To all those who plow snow: Thank you!
Now get some rest, cuz you know there’s more coming.
Random Olympic thoughts:
• Isn’t it amazing how absolutely flawless announcers are when they’re on tape delay?
• Shani, Shaun, Julia, Bode … this gold-medal thing just ain’t working out as planned, is it?
• I can’t believe it’s happened, but I’ve grown to really enjoy slopestyle skiing. Having said that, thank God hockey has started.
Question: Which network carried all three Winter Olympic Games of the 1990s?
Yeah, I don’t remember that either!
Not liking — Olympics version:
If you’re watching the intro of a taped event in which you don’t already know the outcome, it’s not too hard to figure out.
That’s because NBC will always focus on four or five competitors, including a couple of U.S. athletes. It’s your job to figure out which of them will win, which of them will crash and who will be the heartwarming story of the event.

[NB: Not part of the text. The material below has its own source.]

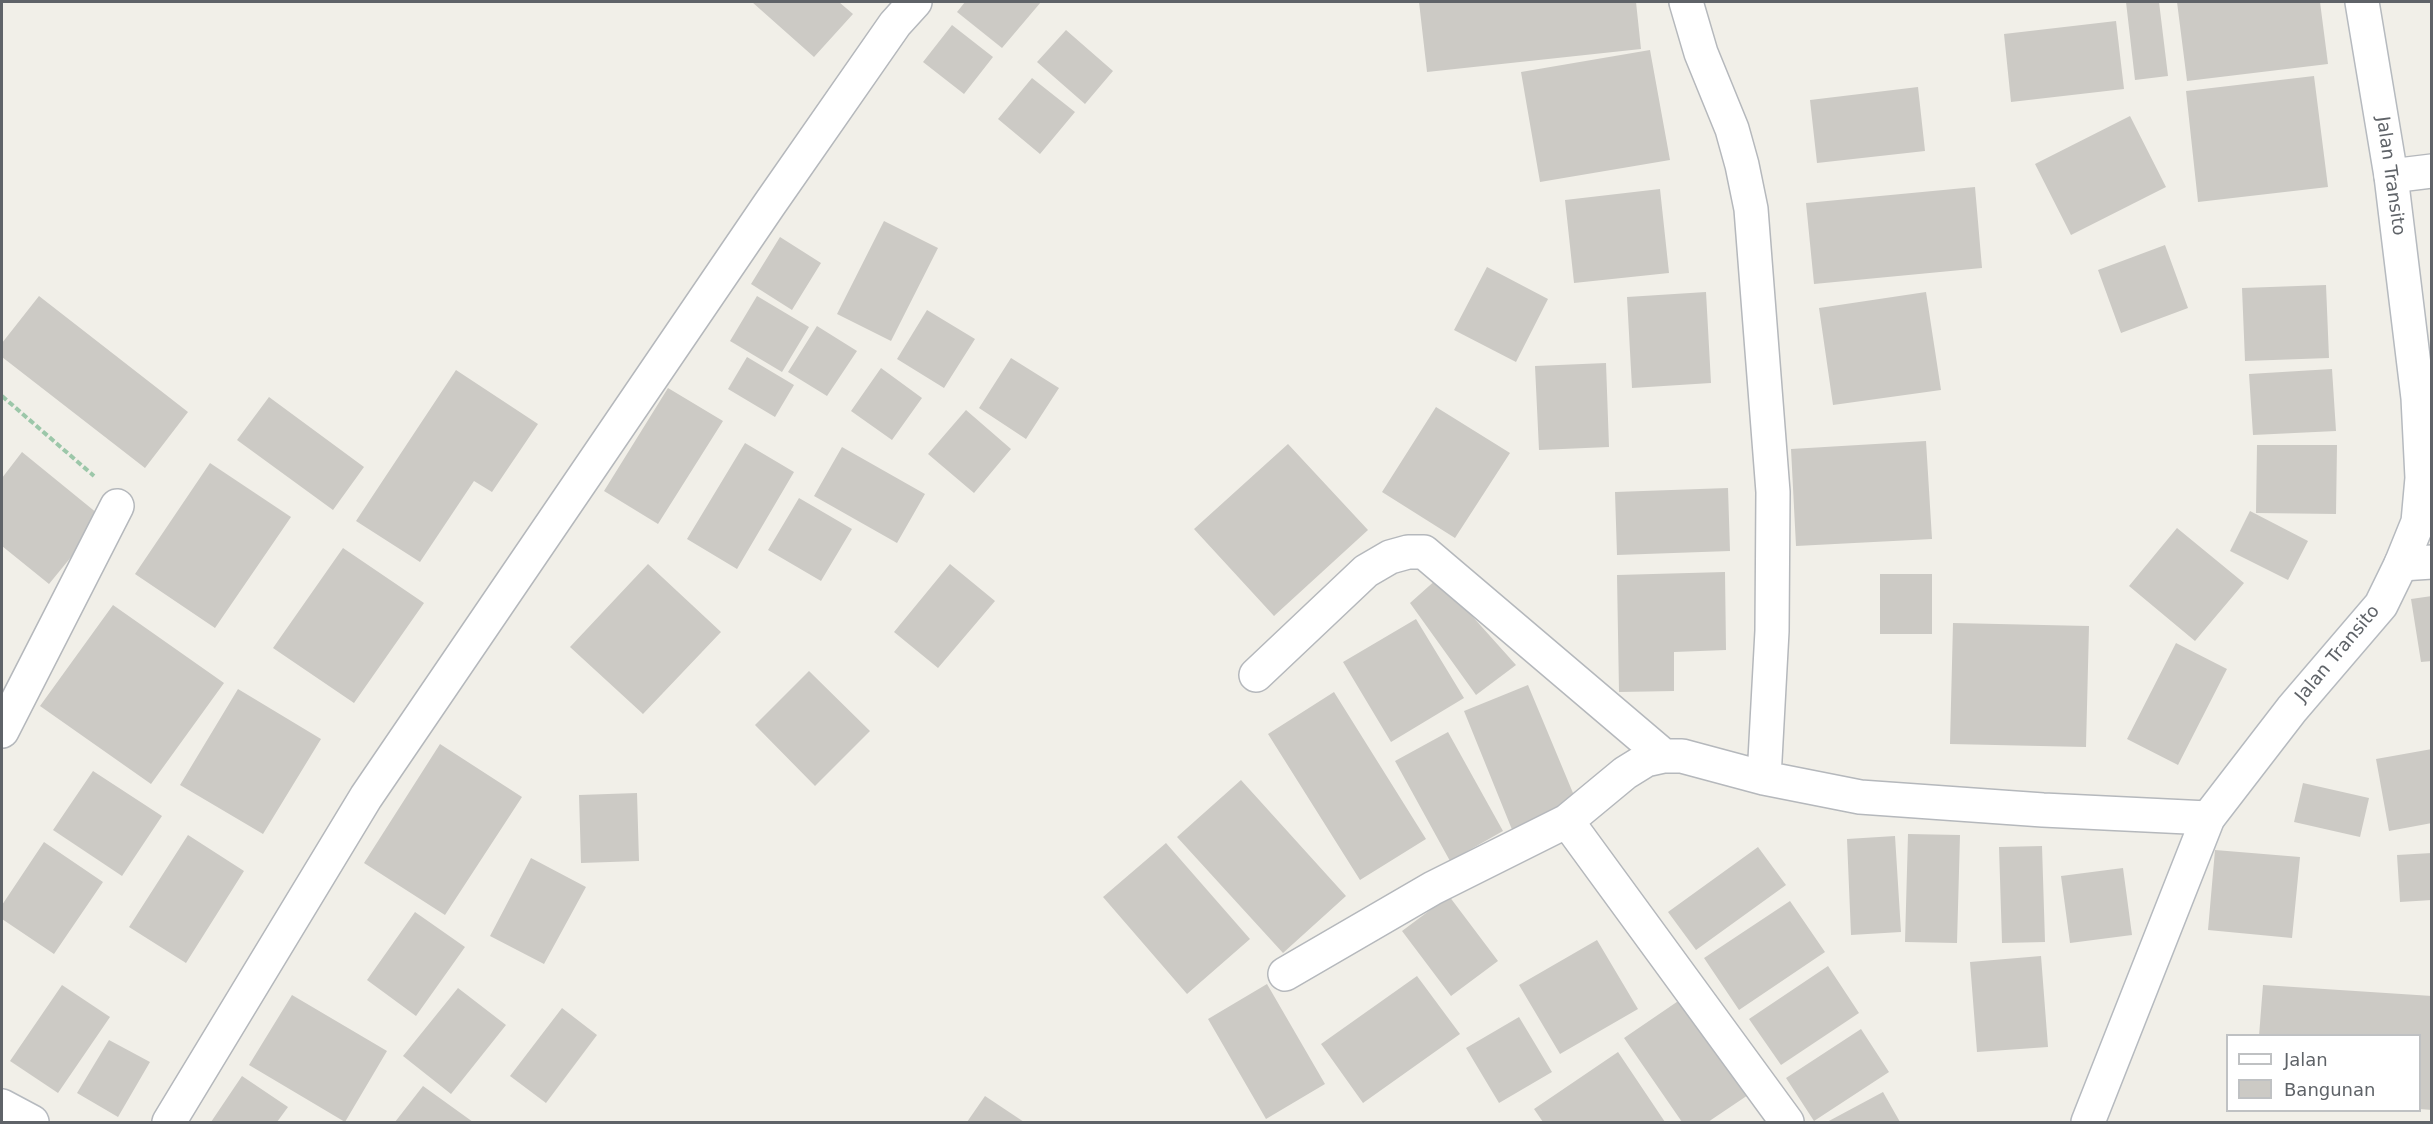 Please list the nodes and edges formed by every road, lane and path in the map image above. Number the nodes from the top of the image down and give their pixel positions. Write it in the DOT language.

It’s like separating the McGuffins from the real criminal in a rerun of “Matt Helm.”
Liking a lot — Olympics version:
Those commercials in which we see — via clever use of old home movies — how Olympic athletes developed their love and dedication for sport … and adventure, for that matter.
Very well done.
And I mean nothing, will top the Russian Police Choir’s rendition of Daft Punk’s “Get Lucky.”
The DePaul question:
What exactly did Cleveland Melvin do?
A sadder follow-up question:
Why do so few people seem to care?
That’s so Cubs:
Having a spring-training facility that is way more user-friendly than your major-league park.
On this date:
This week in 1990 Buster Douglas pulled off one of the biggest upsets in sports by defeating Mike Tyson.
I remember it distinctly because me and a buddy went to a local bar/restaurant to watch the fight, not realizing the place had a dress code.
Suffice it to say, we witnessed history while wearing establishment-provided Festrunk Brothers pants (aka: “We’re two wild and crazy guys!”).
A simply ridiculous night.
But a great fight.
Things I don’t understand:
Why in the world is anyone paying attention to anything Jerry Angelo says?
I know, I know:
Because it concerns the Bears.
And it’s mid-February.
And there’s nothing else to talk about.
Here we go again:
Another year, another Yankees superstar on a retirement tour.
First it was Mariano Rivera, now it’s Derek Jeter
Just what do you get a guy who has everything?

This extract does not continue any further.